Ergodicity of unlabeled dynamics of Dyson's model in infinite dimensions

TL;DR

This paper proves that the unlabeled diffusion process of Dyson's infinite-dimensional model with logarithmic interactions is ergodic, confirming long-term statistical stability of the system.

Contribution

It establishes the ergodicity of the unlabeled dynamics of Dyson's model in infinite dimensions, resolving an open problem from previous research.

Findings

Proved ergodicity of Dyson's model in infinite dimensions

Confirmed the long-term stability of the system's statistical properties

Utilized Dirichlet form and sine2 point process as reference measure

Abstract

Dyson's model in infinite dimensions is a system of Brownian particles that interact via a logarithmic potential with an inverse temperature of $ \beta = 2$. The stochastic process can be represented by the solution to an infinite-dimensional stochastic differential equation.

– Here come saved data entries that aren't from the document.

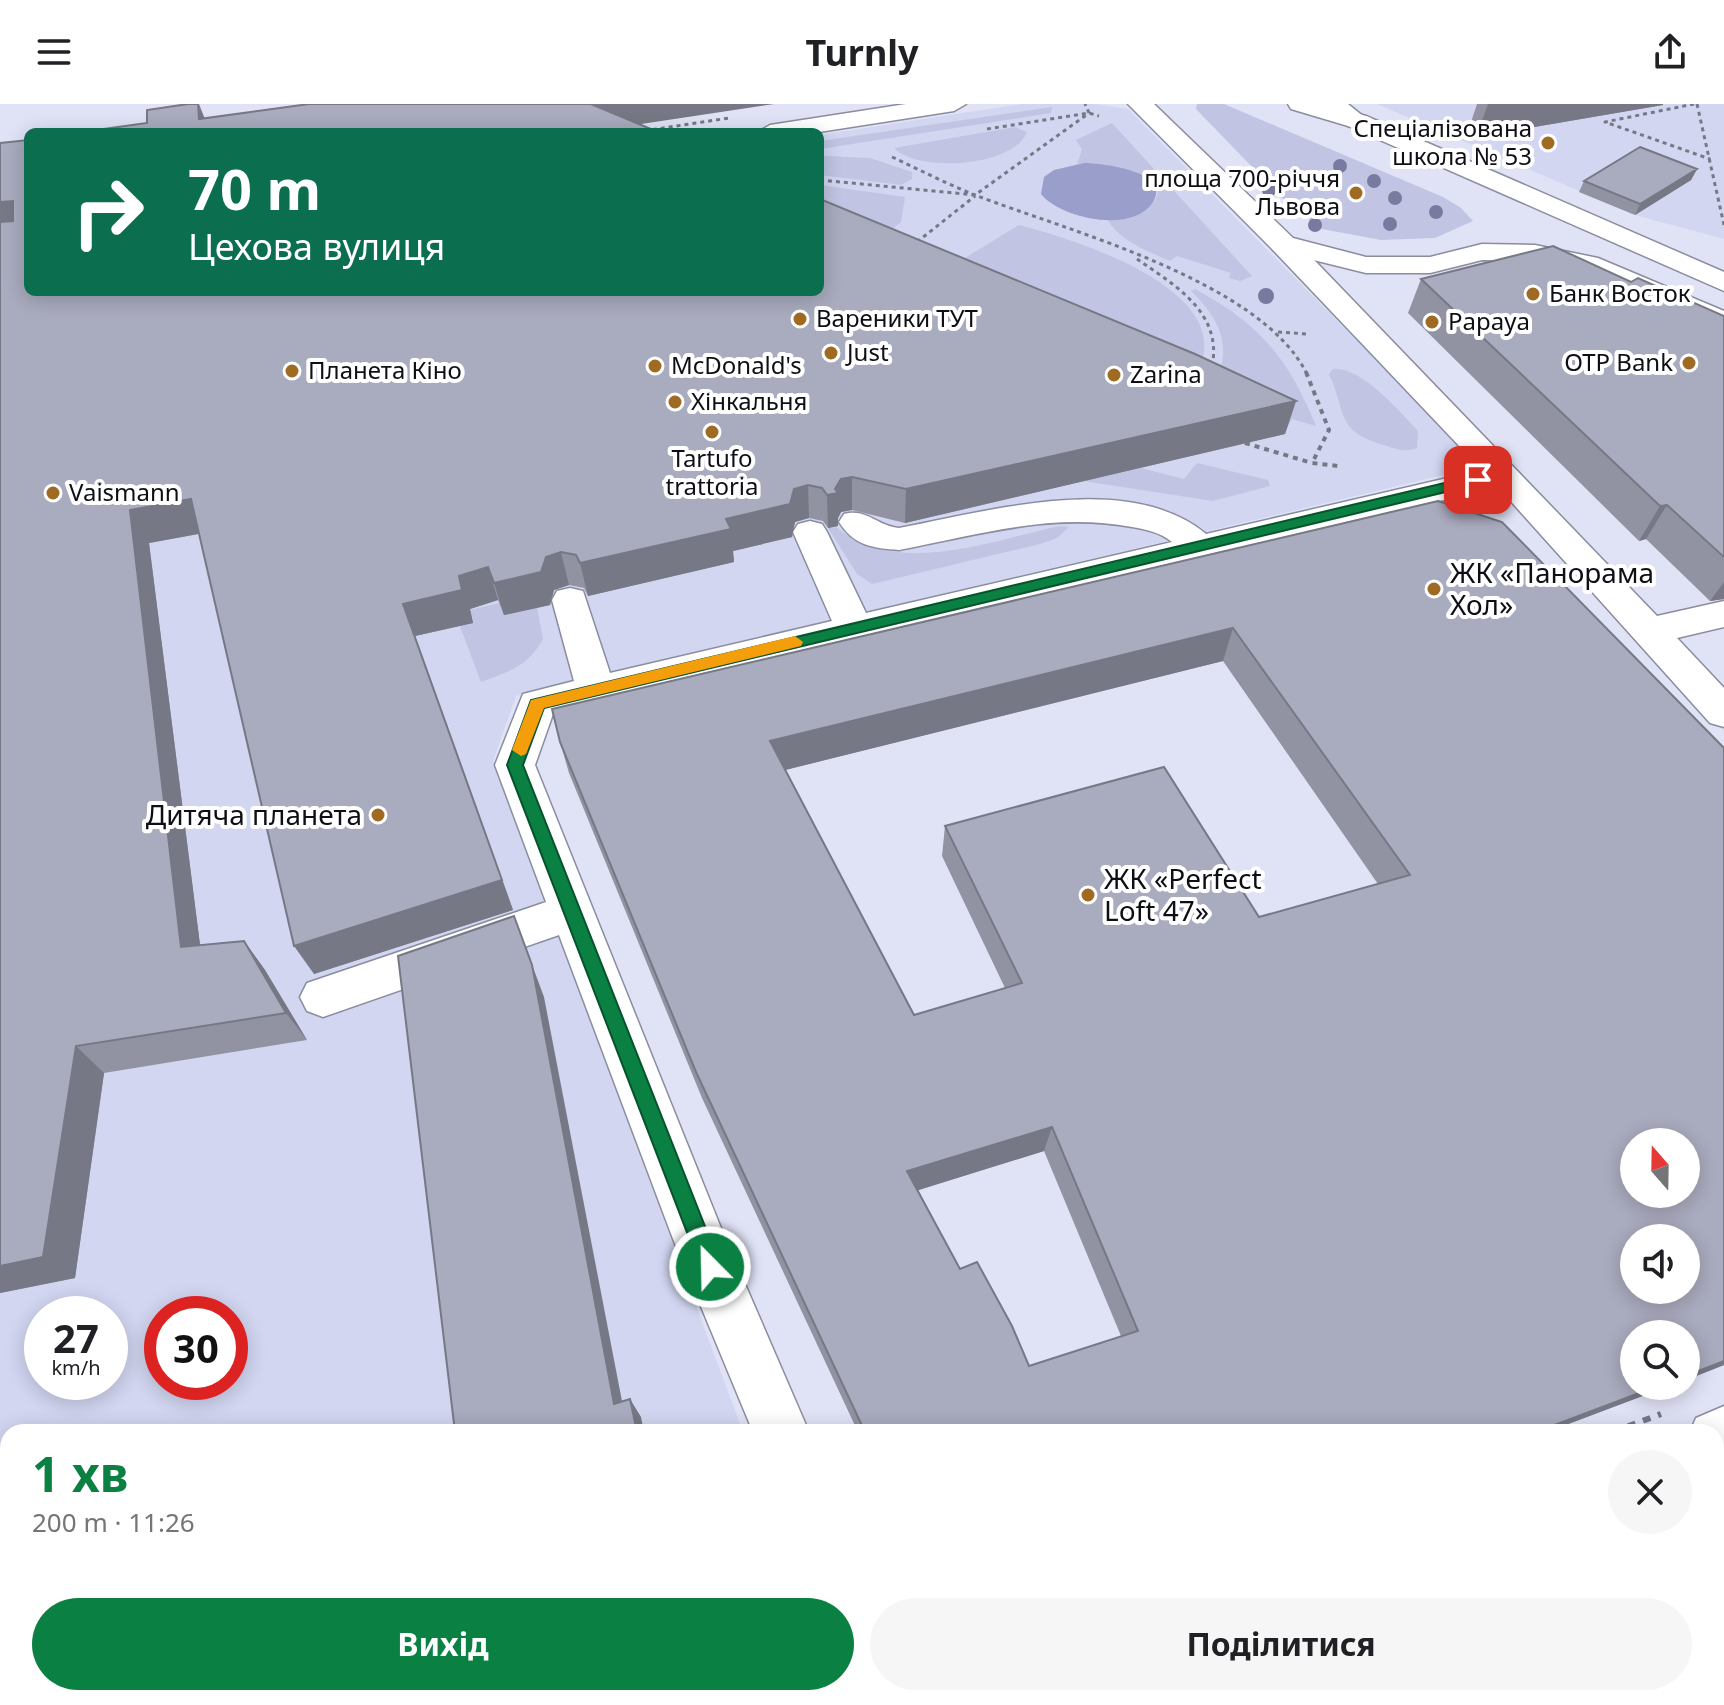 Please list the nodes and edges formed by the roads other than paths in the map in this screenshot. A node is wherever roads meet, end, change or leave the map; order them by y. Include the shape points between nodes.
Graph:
1 (954, 104) edge
2 (1140, 104) edge
3 (1300, 104) edge
4 (1332, 104) edge
5 (1357, 121) junction
6 (796, 128) edge
7 (1461, 167) junction
8 (1489, 230) junction
9 (1283, 244) junction
10 (1724, 282) edge
11 (1724, 322) edge
12 (1505, 475) junction
13 (856, 522) edge
14 (810, 532) edge
15 (1198, 546) junction
16 (570, 600) edge
17 (1724, 614) edge
18 (854, 628) junction
19 (1649, 631) junction
20 (596, 690) junction
21 (1724, 713) edge
22 (572, 912) junction
23 (323, 997) dead end
24 (778, 1424) edge

1 - 6 street
2 - 9 street
3 - 5 street
4 - 5 street
5 - 7 street
7 - 8 street
7 - 10 street
8 - 9 street via 1430,265 1366,265
8 - 11 street via 1535,253 1588,264
9 - 12 street
12 - 15 street
12 - 19 street
13 - 15 street via 873,537 899,539 1058,509 1093,509 1172,524
14 - 18 street
15 - 18 street
16 - 20 street
17 - 19 street
18 - 20 street
19 - 21 street
20 - 22 street via 537,704 515,765
22 - 23 street
22 - 24 street via 699,1239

The associated unlabeled dynamics (diffusion process) are given by the Dirichlet form with the sine$ _2$ point process as a reference measure. In a previous study, we proved that Dyson's model in infinite dimensions is irreducible, but left the ergodicity of the unlabeled dynamics as an open problem. In this paper, we prove that the unlabeled dynamics of Dyson's model in infinite dimensions are ergodic.